* _What is required_: Because only the text is wanted, repeat the records below exactly and omit the pictures.

Dataset entries:
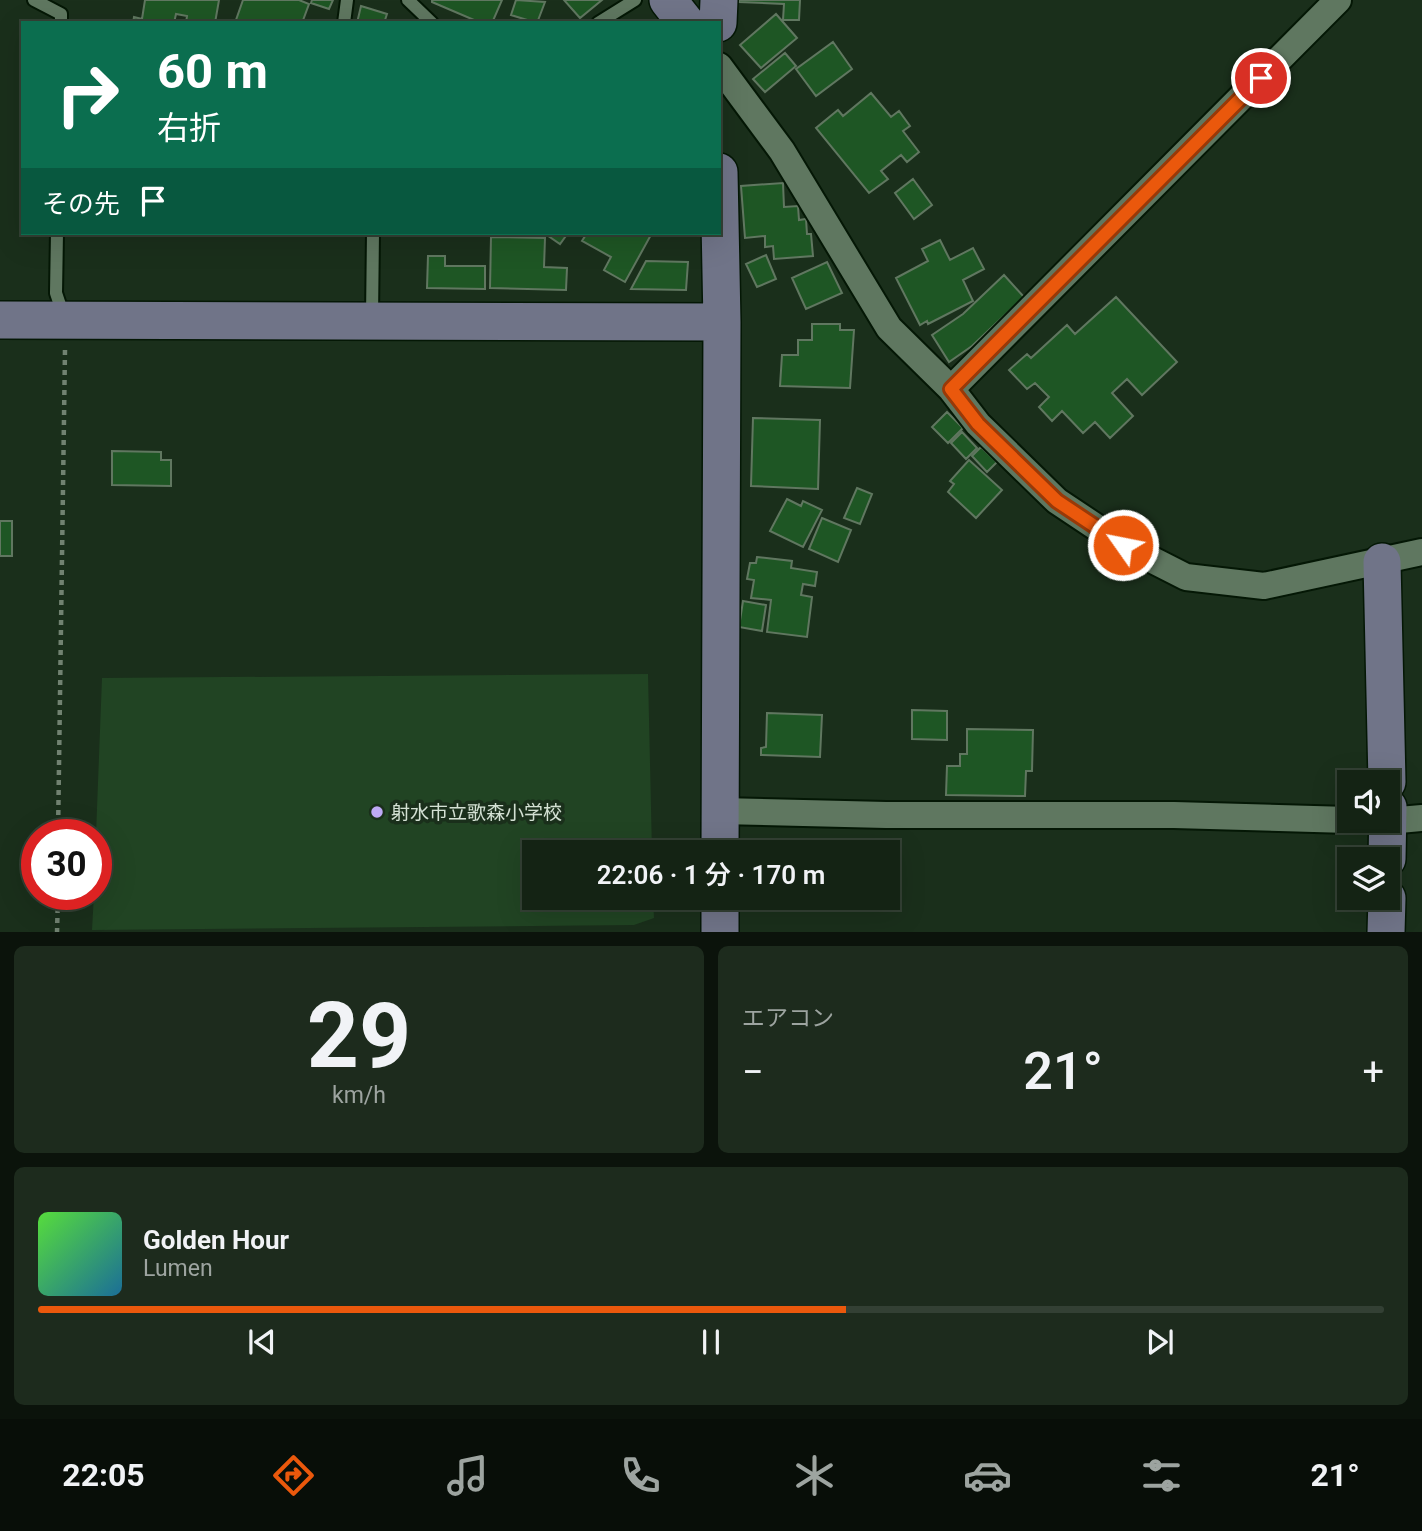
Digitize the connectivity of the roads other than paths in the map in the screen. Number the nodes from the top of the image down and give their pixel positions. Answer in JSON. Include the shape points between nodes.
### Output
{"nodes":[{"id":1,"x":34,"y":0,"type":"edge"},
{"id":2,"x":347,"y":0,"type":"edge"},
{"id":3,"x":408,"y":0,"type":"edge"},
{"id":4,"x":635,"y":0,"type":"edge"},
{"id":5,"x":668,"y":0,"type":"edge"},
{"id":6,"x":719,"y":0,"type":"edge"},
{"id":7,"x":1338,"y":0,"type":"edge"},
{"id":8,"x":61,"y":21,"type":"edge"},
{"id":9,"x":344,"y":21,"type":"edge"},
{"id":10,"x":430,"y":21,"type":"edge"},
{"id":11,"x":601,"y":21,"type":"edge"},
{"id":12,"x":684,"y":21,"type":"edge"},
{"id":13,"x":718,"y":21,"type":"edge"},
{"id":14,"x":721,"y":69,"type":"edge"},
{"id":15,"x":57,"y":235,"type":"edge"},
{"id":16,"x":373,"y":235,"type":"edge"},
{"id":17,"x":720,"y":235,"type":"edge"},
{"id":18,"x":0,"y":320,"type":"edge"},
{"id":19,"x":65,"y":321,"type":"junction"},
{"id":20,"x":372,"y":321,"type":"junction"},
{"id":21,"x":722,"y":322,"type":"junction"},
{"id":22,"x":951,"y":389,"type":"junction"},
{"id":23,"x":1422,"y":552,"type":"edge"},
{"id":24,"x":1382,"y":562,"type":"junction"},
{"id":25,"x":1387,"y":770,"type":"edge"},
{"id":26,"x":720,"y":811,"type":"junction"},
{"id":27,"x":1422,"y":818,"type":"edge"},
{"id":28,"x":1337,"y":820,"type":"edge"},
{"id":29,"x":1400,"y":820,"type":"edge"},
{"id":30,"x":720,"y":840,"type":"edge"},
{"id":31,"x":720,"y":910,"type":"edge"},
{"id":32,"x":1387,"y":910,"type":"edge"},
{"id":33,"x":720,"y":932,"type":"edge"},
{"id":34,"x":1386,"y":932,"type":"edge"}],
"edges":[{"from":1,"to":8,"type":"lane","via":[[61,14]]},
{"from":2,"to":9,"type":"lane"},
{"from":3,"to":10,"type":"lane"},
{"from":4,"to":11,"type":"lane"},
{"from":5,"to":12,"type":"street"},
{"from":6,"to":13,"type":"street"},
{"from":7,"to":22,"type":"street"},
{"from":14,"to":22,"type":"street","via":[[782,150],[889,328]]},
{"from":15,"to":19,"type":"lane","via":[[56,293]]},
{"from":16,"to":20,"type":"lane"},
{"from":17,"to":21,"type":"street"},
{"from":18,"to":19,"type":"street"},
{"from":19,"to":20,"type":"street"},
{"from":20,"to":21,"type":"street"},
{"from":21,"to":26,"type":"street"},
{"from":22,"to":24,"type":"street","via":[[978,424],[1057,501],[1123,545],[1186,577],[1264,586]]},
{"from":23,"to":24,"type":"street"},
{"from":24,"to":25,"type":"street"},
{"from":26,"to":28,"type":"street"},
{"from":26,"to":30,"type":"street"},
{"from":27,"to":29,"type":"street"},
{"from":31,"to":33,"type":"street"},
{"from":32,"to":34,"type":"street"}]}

* _Solution below_:
Digitize the connectivity of the roads other than paths in the map in the screen. Number the nodes from the top of the image down and give their pixel positions. Answer in JSON. Include the shape points between nodes.
### Output
{"nodes":[{"id":1,"x":34,"y":0,"type":"edge"},
{"id":2,"x":347,"y":0,"type":"edge"},
{"id":3,"x":408,"y":0,"type":"edge"},
{"id":4,"x":635,"y":0,"type":"edge"},
{"id":5,"x":668,"y":0,"type":"edge"},
{"id":6,"x":719,"y":0,"type":"edge"},
{"id":7,"x":1338,"y":0,"type":"edge"},
{"id":8,"x":61,"y":21,"type":"edge"},
{"id":9,"x":344,"y":21,"type":"edge"},
{"id":10,"x":430,"y":21,"type":"edge"},
{"id":11,"x":601,"y":21,"type":"edge"},
{"id":12,"x":684,"y":21,"type":"edge"},
{"id":13,"x":718,"y":21,"type":"edge"},
{"id":14,"x":721,"y":69,"type":"edge"},
{"id":15,"x":57,"y":235,"type":"edge"},
{"id":16,"x":373,"y":235,"type":"edge"},
{"id":17,"x":720,"y":235,"type":"edge"},
{"id":18,"x":0,"y":320,"type":"edge"},
{"id":19,"x":65,"y":321,"type":"junction"},
{"id":20,"x":372,"y":321,"type":"junction"},
{"id":21,"x":722,"y":322,"type":"junction"},
{"id":22,"x":951,"y":389,"type":"junction"},
{"id":23,"x":1422,"y":552,"type":"edge"},
{"id":24,"x":1382,"y":562,"type":"junction"},
{"id":25,"x":1387,"y":770,"type":"edge"},
{"id":26,"x":720,"y":811,"type":"junction"},
{"id":27,"x":1422,"y":818,"type":"edge"},
{"id":28,"x":1337,"y":820,"type":"edge"},
{"id":29,"x":1400,"y":820,"type":"edge"},
{"id":30,"x":720,"y":840,"type":"edge"},
{"id":31,"x":720,"y":910,"type":"edge"},
{"id":32,"x":1387,"y":910,"type":"edge"},
{"id":33,"x":720,"y":932,"type":"edge"},
{"id":34,"x":1386,"y":932,"type":"edge"}],
"edges":[{"from":1,"to":8,"type":"lane","via":[[61,14]]},
{"from":2,"to":9,"type":"lane"},
{"from":3,"to":10,"type":"lane"},
{"from":4,"to":11,"type":"lane"},
{"from":5,"to":12,"type":"street"},
{"from":6,"to":13,"type":"street"},
{"from":7,"to":22,"type":"street"},
{"from":14,"to":22,"type":"street","via":[[782,150],[889,328]]},
{"from":15,"to":19,"type":"lane","via":[[56,293]]},
{"from":16,"to":20,"type":"lane"},
{"from":17,"to":21,"type":"street"},
{"from":18,"to":19,"type":"street"},
{"from":19,"to":20,"type":"street"},
{"from":20,"to":21,"type":"street"},
{"from":21,"to":26,"type":"street"},
{"from":22,"to":24,"type":"street","via":[[978,424],[1057,501],[1123,545],[1186,577],[1264,586]]},
{"from":23,"to":24,"type":"street"},
{"from":24,"to":25,"type":"street"},
{"from":26,"to":28,"type":"street"},
{"from":26,"to":30,"type":"street"},
{"from":27,"to":29,"type":"street"},
{"from":31,"to":33,"type":"street"},
{"from":32,"to":34,"type":"street"}]}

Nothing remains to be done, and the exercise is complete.